Stored data entries
# # #
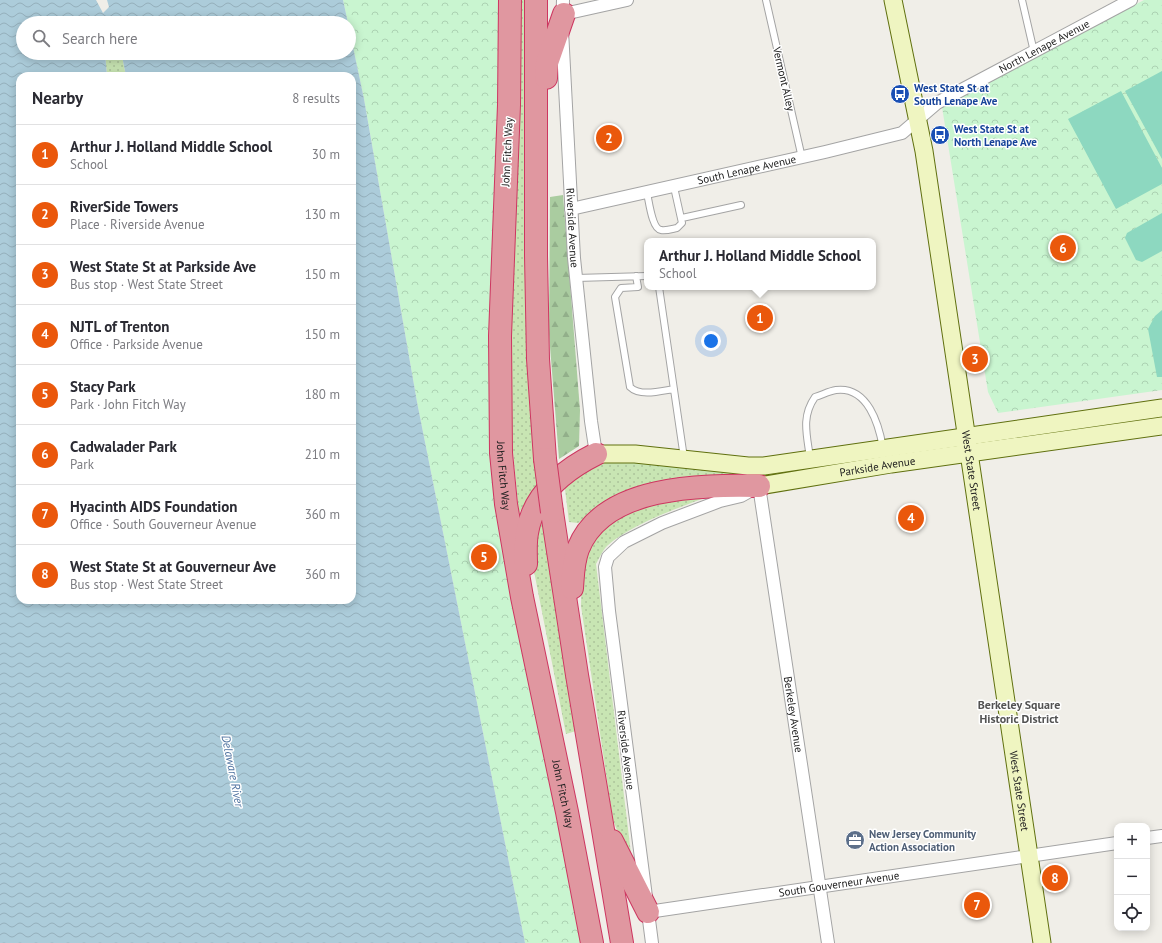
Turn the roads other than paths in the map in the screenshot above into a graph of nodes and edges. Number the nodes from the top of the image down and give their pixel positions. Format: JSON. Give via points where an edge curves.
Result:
{"nodes":[{"id":1,"x":510,"y":0,"type":"edge"},
{"id":2,"x":536,"y":0,"type":"edge"},
{"id":3,"x":627,"y":0,"type":"edge"},
{"id":4,"x":766,"y":0,"type":"edge"},
{"id":5,"x":893,"y":0,"type":"edge"},
{"id":6,"x":1022,"y":0,"type":"edge"},
{"id":7,"x":1131,"y":0,"type":"edge"},
{"id":8,"x":563,"y":7,"type":"edge"},
{"id":9,"x":1034,"y":52,"type":"junction"},
{"id":10,"x":918,"y":120,"type":"junction"},
{"id":11,"x":802,"y":158,"type":"junction"},
{"id":12,"x":536,"y":164,"type":"junction"},
{"id":13,"x":674,"y":187,"type":"junction"},
{"id":14,"x":647,"y":193,"type":"junction"},
{"id":15,"x":741,"y":205,"type":"dead end"},
{"id":16,"x":571,"y":209,"type":"junction"},
{"id":17,"x":682,"y":218,"type":"junction"},
{"id":18,"x":636,"y":276,"type":"junction"},
{"id":19,"x":644,"y":276,"type":"edge"},
{"id":20,"x":576,"y":278,"type":"junction"},
{"id":21,"x":659,"y":290,"type":"edge"},
{"id":22,"x":674,"y":389,"type":"junction"},
{"id":23,"x":1162,"y":408,"type":"edge"},
{"id":24,"x":1162,"y":426,"type":"edge"},
{"id":25,"x":965,"y":436,"type":"junction"},
{"id":26,"x":883,"y":448,"type":"junction"},
{"id":27,"x":596,"y":454,"type":"junction"},
{"id":28,"x":968,"y":454,"type":"junction"},
{"id":29,"x":684,"y":459,"type":"junction"},
{"id":30,"x":811,"y":459,"type":"junction"},
{"id":31,"x":759,"y":486,"type":"junction"},
{"id":32,"x":608,"y":557,"type":"joint"},
{"id":33,"x":569,"y":615,"type":"junction"},
{"id":34,"x":542,"y":693,"type":"junction"},
{"id":35,"x":602,"y":819,"type":"junction"},
{"id":36,"x":1162,"y":836,"type":"edge"},
{"id":37,"x":1150,"y":838,"type":"edge"},
{"id":38,"x":1114,"y":843,"type":"edge"},
{"id":39,"x":1029,"y":855,"type":"junction"},
{"id":40,"x":819,"y":885,"type":"junction"},
{"id":41,"x":648,"y":912,"type":"junction"},
{"id":42,"x":592,"y":943,"type":"edge"},
{"id":43,"x":622,"y":943,"type":"edge"},
{"id":44,"x":652,"y":943,"type":"edge"},
{"id":45,"x":828,"y":943,"type":"edge"},
{"id":46,"x":1042,"y":943,"type":"edge"}],
"edges":[{"from":1,"to":34,"type":"highway","name":"John Fitch Way","via":[[509,105],[500,336],[501,454],[506,504],[520,589]]},
{"from":2,"to":12,"type":"highway"},
{"from":3,"to":8,"type":"street"},
{"from":4,"to":11,"type":"lane","name":"Vermont Alley"},
{"from":5,"to":10,"type":"main road","name":"West State Street"},
{"from":6,"to":9,"type":"lane"},
{"from":7,"to":9,"type":"street","name":"North Lenape Avenue"},
{"from":8,"to":12,"type":"highway","via":[[547,63]]},
{"from":8,"to":16,"type":"street","name":"Riverside Avenue"},
{"from":9,"to":10,"type":"street","name":"North Lenape Avenue","via":[[937,103]]},
{"from":10,"to":11,"type":"street","name":"South Lenape Avenue","via":[[902,133]]},
{"from":10,"to":25,"type":"main road","name":"West State Street"},
{"from":11,"to":13,"type":"street","name":"South Lenape Avenue"},
{"from":12,"to":33,"type":"highway","bridge":true,"via":[[538,359],[545,460]]},
{"from":13,"to":14,"type":"street","name":"South Lenape Avenue"},
{"from":13,"to":17,"type":"lane"},
{"from":14,"to":16,"type":"street","name":"South Lenape Avenue"},
{"from":14,"to":17,"type":"lane","via":[[653,222],[660,230],[677,228],[682,223]]},
{"from":15,"to":17,"type":"lane"},
{"from":16,"to":20,"type":"street","name":"Riverside Avenue"},
{"from":18,"to":19,"type":"lane"},
{"from":18,"to":20,"type":"lane"},
{"from":18,"to":22,"type":"lane","via":[[638,287],[621,288],[615,297],[630,387],[642,393]]},
{"from":20,"to":27,"type":"street","name":"Riverside Avenue"},
{"from":21,"to":22,"type":"lane"},
{"from":22,"to":29,"type":"lane"},
{"from":23,"to":25,"type":"main road","name":"Parkside Avenue"},
{"from":24,"to":28,"type":"main road","name":"Parkside Avenue"},
{"from":25,"to":26,"type":"main road","name":"Parkside Avenue"},
{"from":25,"to":28,"type":"main road","name":"West State Street"},
{"from":26,"to":30,"type":"main road","name":"Parkside Avenue"},
{"from":26,"to":30,"type":"lane","via":[[869,407],[858,396],[837,390],[815,397],[806,412]]},
{"from":27,"to":29,"type":"main road","name":"Parkside Avenue","via":[[635,454]]},
{"from":27,"to":34,"type":"highway","via":[[561,475],[540,499],[527,533],[526,566]]},
{"from":28,"to":31,"type":"main road","name":"Parkside Avenue"},
{"from":28,"to":39,"type":"main road","name":"West State Street"},
{"from":29,"to":30,"type":"main road","name":"Parkside Avenue","via":[[748,466]]},
{"from":31,"to":32,"type":"street","name":"Parkside Avenue","via":[[741,496],[720,501],[662,523],[624,542]]},
{"from":31,"to":33,"type":"highway","via":[[719,485],[683,489],[647,496],[612,509],[591,528],[578,549],[574,562]]},
{"from":31,"to":40,"type":"street","name":"Berkeley Avenue"},
{"from":32,"to":41,"type":"street","name":"Riverside Avenue","via":[[605,567],[609,611]]},
{"from":33,"to":35,"type":"highway"},
{"from":34,"to":42,"type":"highway","name":"John Fitch Way"},
{"from":35,"to":41,"type":"highway"},
{"from":35,"to":43,"type":"highway"},
{"from":36,"to":37,"type":"street"},
{"from":38,"to":39,"type":"street","name":"South Gouverneur Avenue"},
{"from":39,"to":40,"type":"street","name":"South Gouverneur Avenue"},
{"from":39,"to":46,"type":"main road","name":"West State Street"},
{"from":40,"to":41,"type":"street","name":"South Gouverneur Avenue"},
{"from":40,"to":45,"type":"street","name":"Berkeley Avenue"},
{"from":41,"to":44,"type":"street","name":"Riverside Avenue"}]}
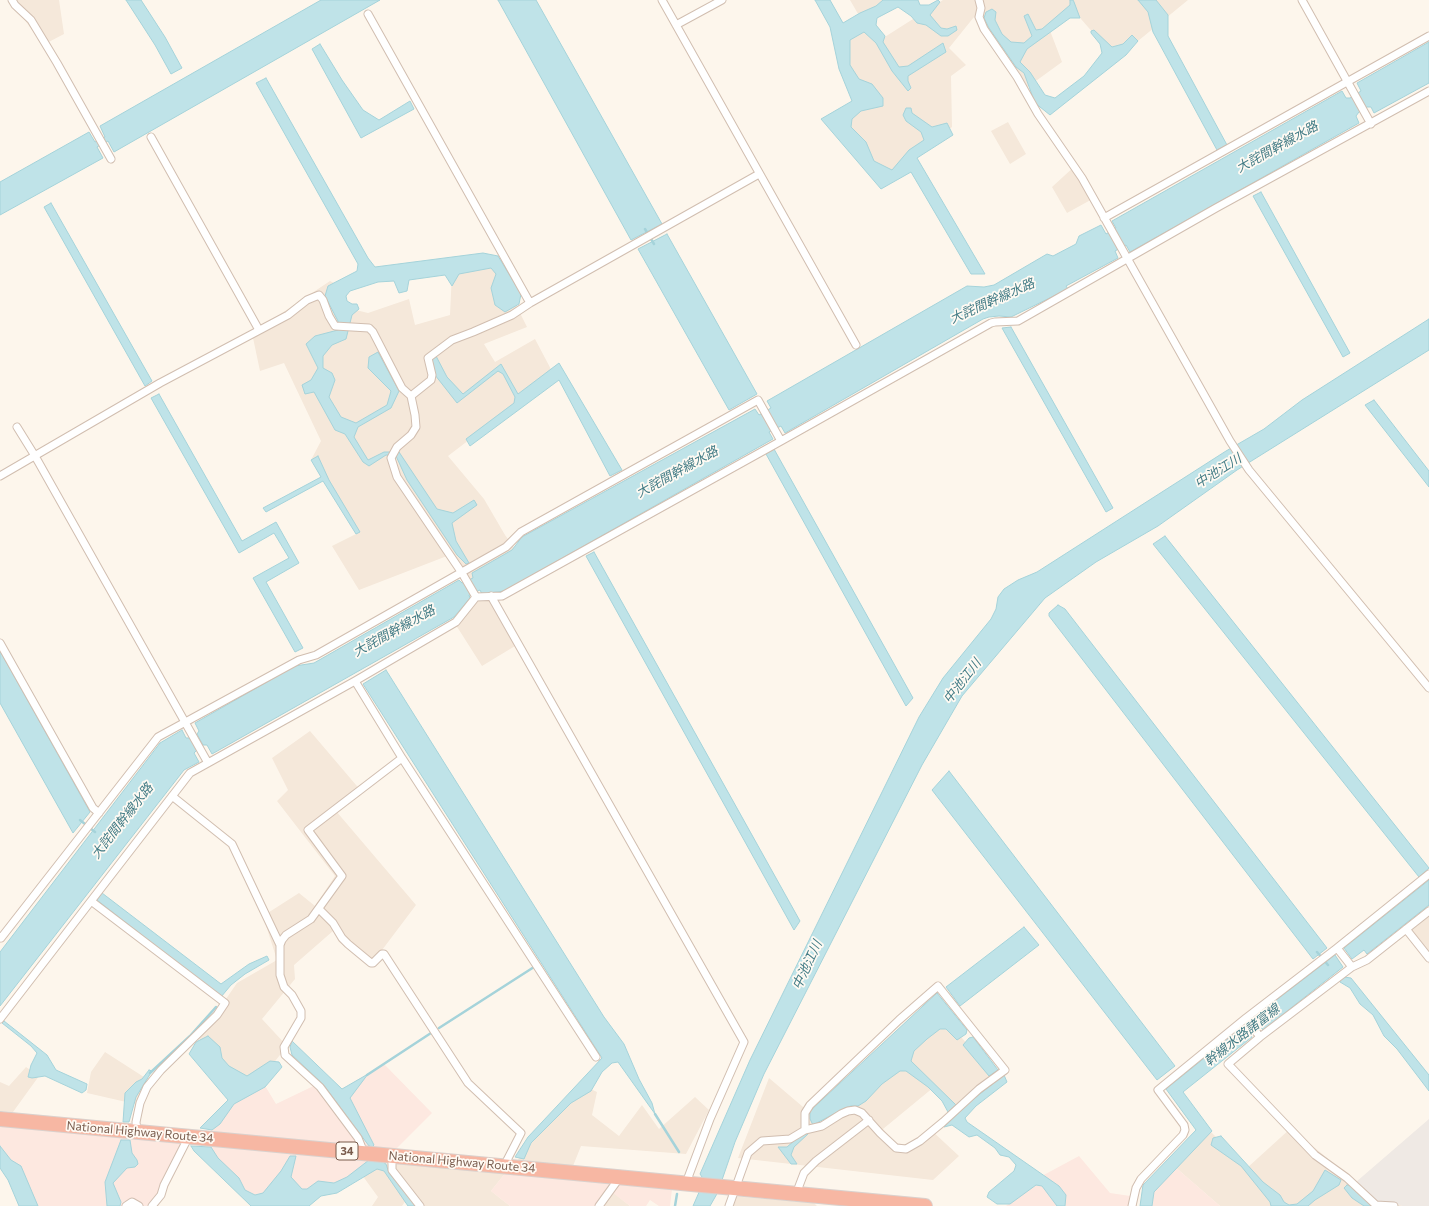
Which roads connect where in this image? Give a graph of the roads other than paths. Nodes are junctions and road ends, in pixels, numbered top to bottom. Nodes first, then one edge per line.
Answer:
1 (12, 0) edge
2 (662, 0) edge
3 (722, 0) edge
4 (979, 0) edge
5 (1302, 0) edge
6 (368, 14) dead end
7 (676, 26) junction
8 (1429, 36) edge
9 (1347, 82) junction
10 (1429, 91) edge
11 (1371, 124) junction
12 (151, 137) dead end
13 (111, 159) dead end
14 (759, 174) junction
15 (1104, 218) junction
16 (1126, 259) junction
17 (530, 303) junction
18 (259, 330) junction
19 (856, 345) dead end
20 (411, 396) junction
21 (17, 427) dead end
22 (781, 441) junction
23 (35, 456) junction
24 (0, 476) edge
25 (464, 576) junction
26 (491, 596) junction
27 (476, 597) junction
28 (0, 643) edge
29 (356, 681) junction
30 (1429, 688) edge
31 (185, 722) junction
32 (402, 758) junction
33 (208, 763) junction
34 (172, 796) junction
35 (98, 813) junction
36 (1429, 874) edge
37 (92, 901) junction
38 (319, 909) junction
39 (1429, 911) edge
40 (1406, 929) junction
41 (0, 937) edge
42 (280, 945) junction
43 (1339, 950) junction
44 (1429, 958) edge
45 (1352, 967) junction
46 (0, 1019) edge
47 (1248, 1021) junction
48 (1258, 1034) junction
49 (596, 1056) dead end
50 (0, 1119) edge
51 (869, 1120) junction
52 (805, 1130) junction
53 (137, 1131) junction
54 (189, 1136) junction
55 (364, 1153) junction
56 (392, 1156) junction
57 (504, 1166) junction
58 (620, 1176) junction
59 (690, 1184) junction
60 (731, 1188) junction
61 (796, 1194) junction
62 (126, 1206) edge
63 (139, 1206) edge
64 (152, 1206) edge
65 (420, 1206) edge
66 (599, 1206) edge
67 (729, 1206) edge
68 (925, 1206) edge
69 (1132, 1206) edge
70 (1394, 1206) edge

1 - 13 street
2 - 7 street
3 - 7 street
4 - 15 street
5 - 9 street
6 - 17 street
7 - 14 street
8 - 9 street
9 - 11 street
9 - 15 street
10 - 11 street
11 - 16 street
12 - 18 street
14 - 17 street
14 - 19 street
15 - 16 street
16 - 22 street
16 - 30 street
17 - 20 street
18 - 20 street
18 - 23 street
20 - 25 street
21 - 23 street
22 - 25 street
22 - 26 street
23 - 24 street
23 - 31 street
25 - 27 street
25 - 31 street
26 - 27 street
26 - 59 street
27 - 29 street
28 - 35 street
29 - 32 street
29 - 33 street
31 - 33 street
31 - 35 street
32 - 38 street
32 - 49 street
33 - 34 street
34 - 37 street
34 - 42 street
35 - 41 street
36 - 43 street
37 - 46 street
37 - 53 street
38 - 42 street
38 - 57 street
39 - 40 street
40 - 44 street
40 - 45 street
42 - 55 street
43 - 45 street
43 - 47 street
45 - 48 street
47 - 48 street
47 - 69 street
48 - 70 street
50 - 53 highway, National Highway Route 34 / 34
51 - 52 street
51 - 52 street
51 - 61 street
52 - 60 street
53 - 54 highway, National Highway Route 34 / 34
54 - 55 highway, National Highway Route 34 / 34
54 - 64 street
55 - 56 highway, National Highway Route 34 / 34
56 - 57 highway, National Highway Route 34 / 34
56 - 65 street
57 - 58 highway, National Highway Route 34 / 34
58 - 59 highway, National Highway Route 34 / 34
58 - 66 street
59 - 60 highway, National Highway Route 34 / 34
60 - 61 highway, National Highway Route 34 / 34
60 - 67 street
61 - 68 highway, National Highway Route 34 / 34
62 - 63 street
# # #
> _EXERCISE DETAILS_
Pull from the data each line where the string "Gouverneur" turns up.

> _SOLUTION_
{"from":38,"to":39,"type":"street","name":"South Gouverneur Avenue"},
{"from":39,"to":40,"type":"street","name":"South Gouverneur Avenue"},
{"from":40,"to":41,"type":"street","name":"South Gouverneur Avenue"},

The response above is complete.